What are downsides of this approach and should I avoid it?
You can't instantiate connections to 2 storages at once.
You can't easily mock out storage in unit tests of dependent code using convenient tools like gomock.
The standard http package has a ServerMux for generic usecases and but also has one default instance of ServerMux called DefaultServerMux (http://golang.org/pkg/net/http/#pkg-variables) for convenience. So that when you call http.HandleFunc it creates the handler on the default mux. You can find the same approach used in log and many other packages. This is essentially your "singleton" approach.

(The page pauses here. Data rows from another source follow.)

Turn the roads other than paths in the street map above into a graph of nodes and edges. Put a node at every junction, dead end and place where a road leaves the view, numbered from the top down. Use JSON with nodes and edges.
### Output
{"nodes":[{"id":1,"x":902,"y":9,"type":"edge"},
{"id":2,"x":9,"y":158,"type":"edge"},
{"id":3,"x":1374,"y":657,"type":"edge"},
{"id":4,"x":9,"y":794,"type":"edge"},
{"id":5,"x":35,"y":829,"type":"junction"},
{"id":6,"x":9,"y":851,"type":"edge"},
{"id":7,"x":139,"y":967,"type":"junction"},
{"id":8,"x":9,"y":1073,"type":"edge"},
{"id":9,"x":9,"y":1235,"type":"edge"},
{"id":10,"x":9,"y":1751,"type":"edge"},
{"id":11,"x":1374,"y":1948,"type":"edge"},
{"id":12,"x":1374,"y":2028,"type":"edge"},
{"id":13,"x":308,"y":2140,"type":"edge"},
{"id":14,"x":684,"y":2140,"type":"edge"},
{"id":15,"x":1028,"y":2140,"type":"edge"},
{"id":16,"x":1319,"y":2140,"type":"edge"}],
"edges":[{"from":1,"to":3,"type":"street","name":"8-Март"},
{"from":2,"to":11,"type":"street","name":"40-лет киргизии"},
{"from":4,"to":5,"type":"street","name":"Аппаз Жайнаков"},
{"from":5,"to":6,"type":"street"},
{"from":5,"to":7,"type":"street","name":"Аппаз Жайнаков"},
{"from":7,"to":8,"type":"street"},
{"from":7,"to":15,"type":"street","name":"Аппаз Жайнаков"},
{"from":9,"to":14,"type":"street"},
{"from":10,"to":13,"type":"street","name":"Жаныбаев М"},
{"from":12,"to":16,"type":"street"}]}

However, I don't think it's a good idea to follow that pattern in your use case, since the users need to call Open regardless of the default database. And, because of that, using a default instance would not really help and instead would actually make it less convenient:
d := store.Open(...)
defer d.Close()
d.FindAll(...)
is much easier to both write and read than:
store.Open(...)
defer store.Close()
store.FindAll(...)
And, also there are semantic problems: what should happen if someone calls Open twice:
store.Open(...)
defer store.Close()
...
store.Open(...)
store.FindAll(...) // Which db is this referring to?